● INSTRUCTIONS FOR THE TASK
All lines holding the string "TAMARINDO" should be copied from the data below.

● SUPPLIED RECORDS
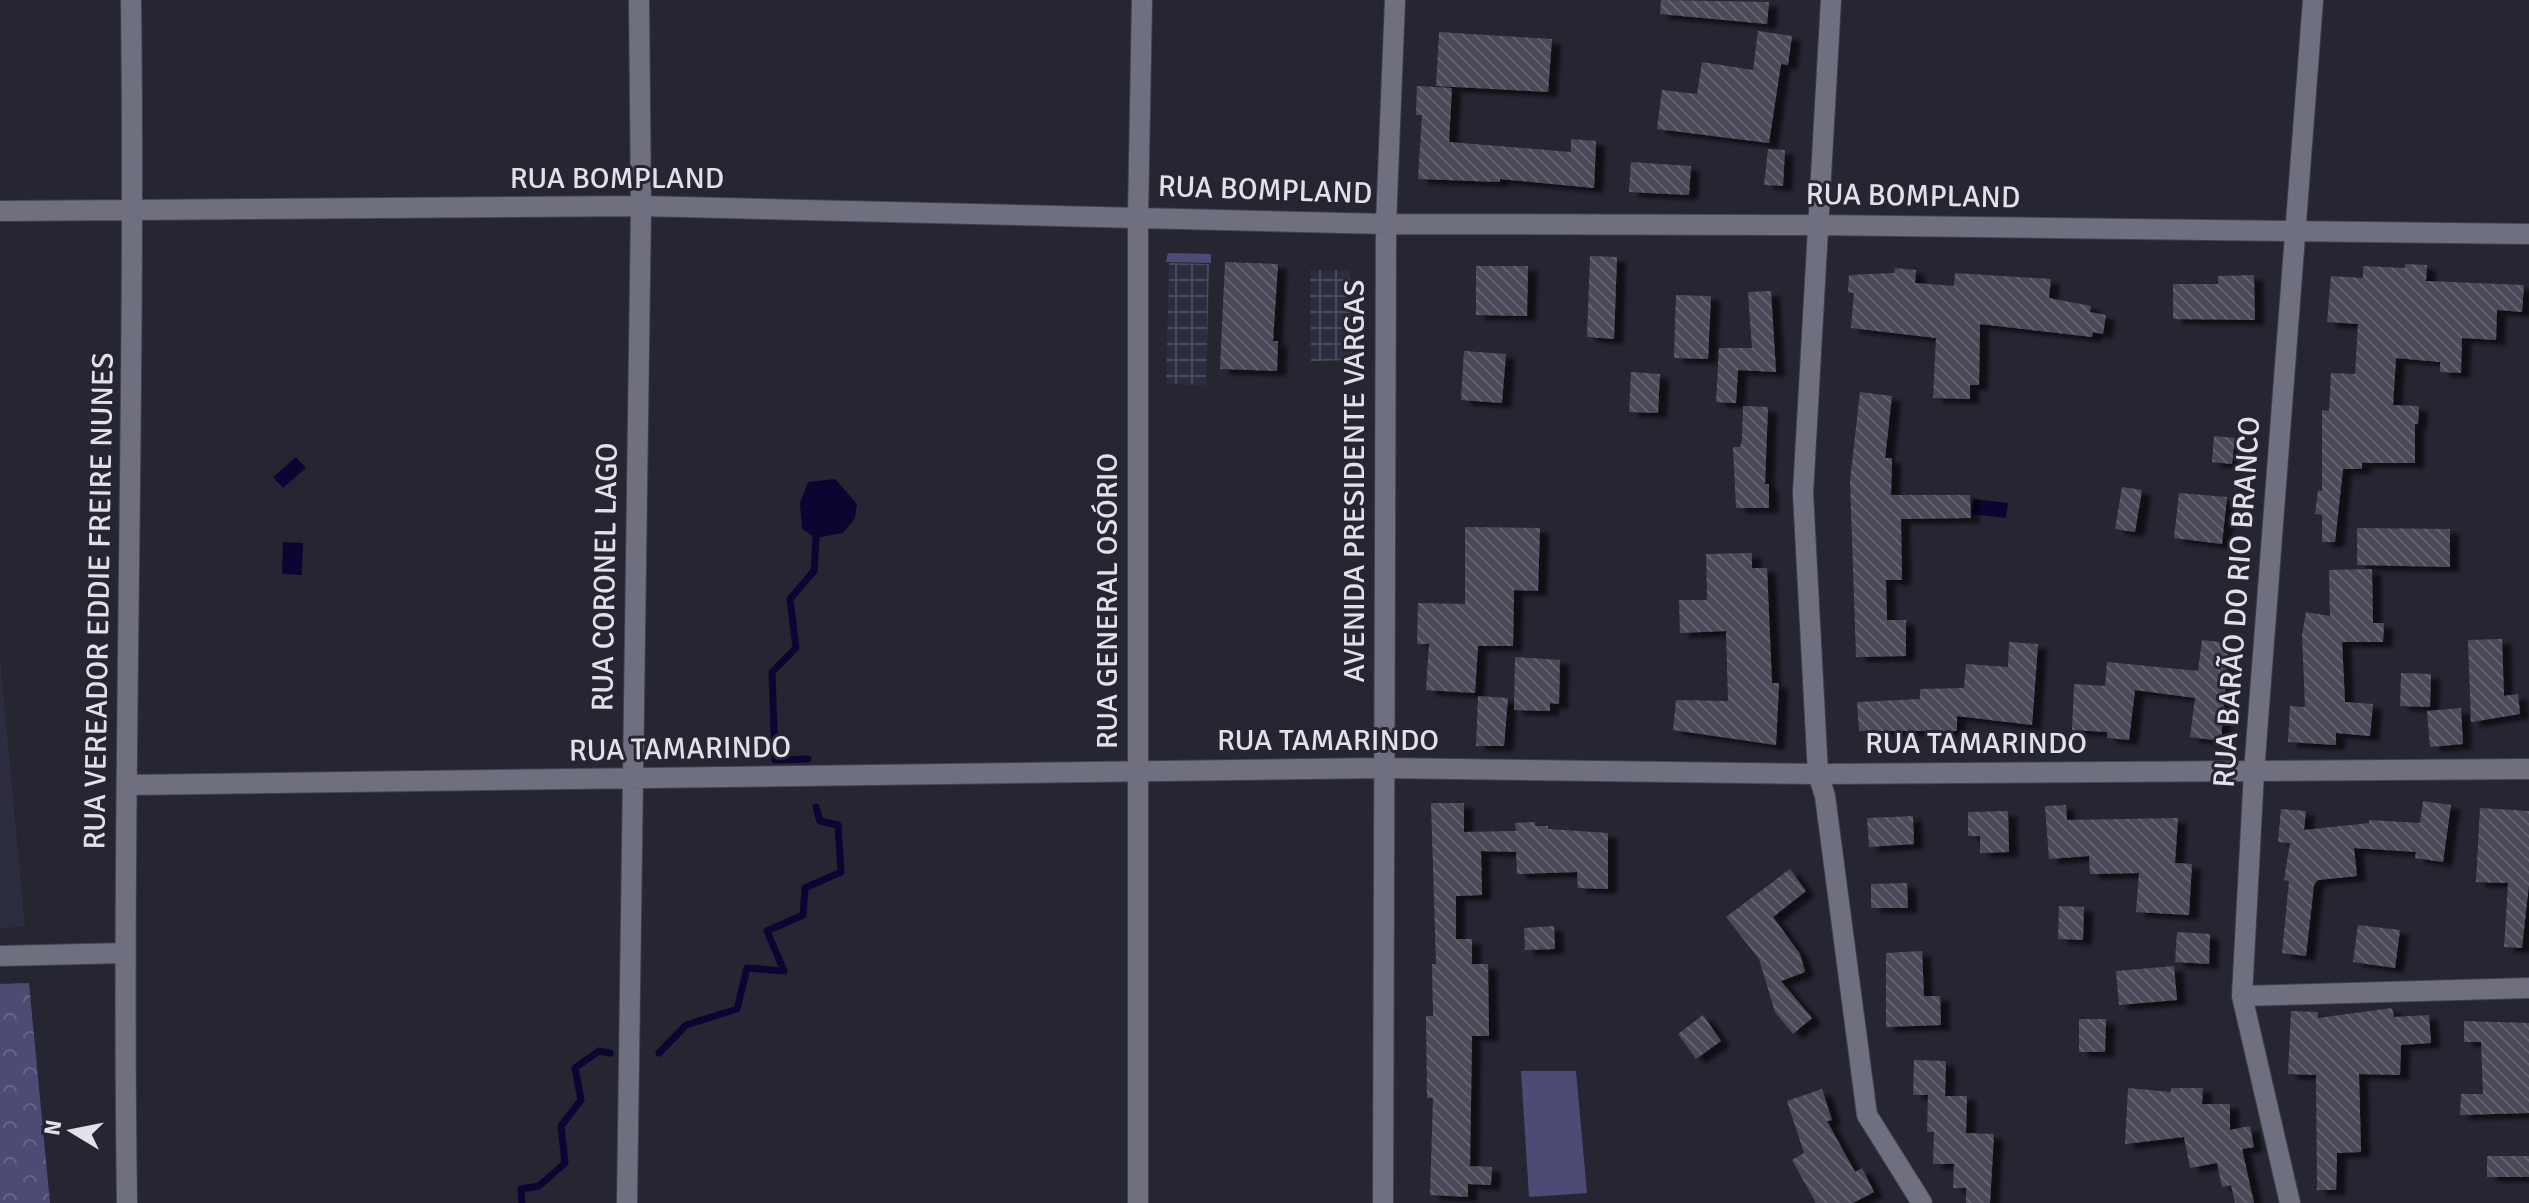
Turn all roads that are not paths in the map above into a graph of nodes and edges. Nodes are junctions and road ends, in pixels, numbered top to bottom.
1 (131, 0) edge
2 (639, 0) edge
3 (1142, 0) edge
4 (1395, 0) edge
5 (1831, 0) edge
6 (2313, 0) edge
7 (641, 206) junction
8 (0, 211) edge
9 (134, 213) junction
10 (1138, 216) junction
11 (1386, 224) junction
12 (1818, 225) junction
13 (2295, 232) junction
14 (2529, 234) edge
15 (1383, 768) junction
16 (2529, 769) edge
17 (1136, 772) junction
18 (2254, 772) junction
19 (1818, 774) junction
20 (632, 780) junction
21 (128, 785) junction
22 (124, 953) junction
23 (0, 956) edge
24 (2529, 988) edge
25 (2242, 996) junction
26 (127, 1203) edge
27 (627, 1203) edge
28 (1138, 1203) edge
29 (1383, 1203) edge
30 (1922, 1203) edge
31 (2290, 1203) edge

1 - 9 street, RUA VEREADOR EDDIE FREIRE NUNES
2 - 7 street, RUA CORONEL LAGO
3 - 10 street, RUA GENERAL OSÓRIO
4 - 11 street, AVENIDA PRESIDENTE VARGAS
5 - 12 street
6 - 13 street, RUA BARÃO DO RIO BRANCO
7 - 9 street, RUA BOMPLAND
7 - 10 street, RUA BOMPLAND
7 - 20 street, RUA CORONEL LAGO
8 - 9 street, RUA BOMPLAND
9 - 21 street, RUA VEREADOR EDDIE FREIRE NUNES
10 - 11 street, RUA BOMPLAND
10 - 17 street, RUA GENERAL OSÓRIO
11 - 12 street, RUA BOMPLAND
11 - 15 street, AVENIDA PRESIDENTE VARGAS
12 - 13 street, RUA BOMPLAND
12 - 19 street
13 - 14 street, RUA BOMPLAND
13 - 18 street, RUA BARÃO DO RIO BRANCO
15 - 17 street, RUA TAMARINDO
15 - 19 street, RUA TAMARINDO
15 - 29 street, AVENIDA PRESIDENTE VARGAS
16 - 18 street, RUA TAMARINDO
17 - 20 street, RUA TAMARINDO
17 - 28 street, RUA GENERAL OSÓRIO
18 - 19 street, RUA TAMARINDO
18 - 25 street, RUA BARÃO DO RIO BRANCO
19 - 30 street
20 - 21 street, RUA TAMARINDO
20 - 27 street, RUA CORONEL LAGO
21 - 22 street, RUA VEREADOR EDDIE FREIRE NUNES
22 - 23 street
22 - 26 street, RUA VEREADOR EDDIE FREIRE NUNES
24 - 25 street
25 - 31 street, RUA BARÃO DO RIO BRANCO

● PROBLEM SOLUTION
15 - 17 street, RUA TAMARINDO
15 - 19 street, RUA TAMARINDO
16 - 18 street, RUA TAMARINDO
17 - 20 street, RUA TAMARINDO
18 - 19 street, RUA TAMARINDO
20 - 21 street, RUA TAMARINDO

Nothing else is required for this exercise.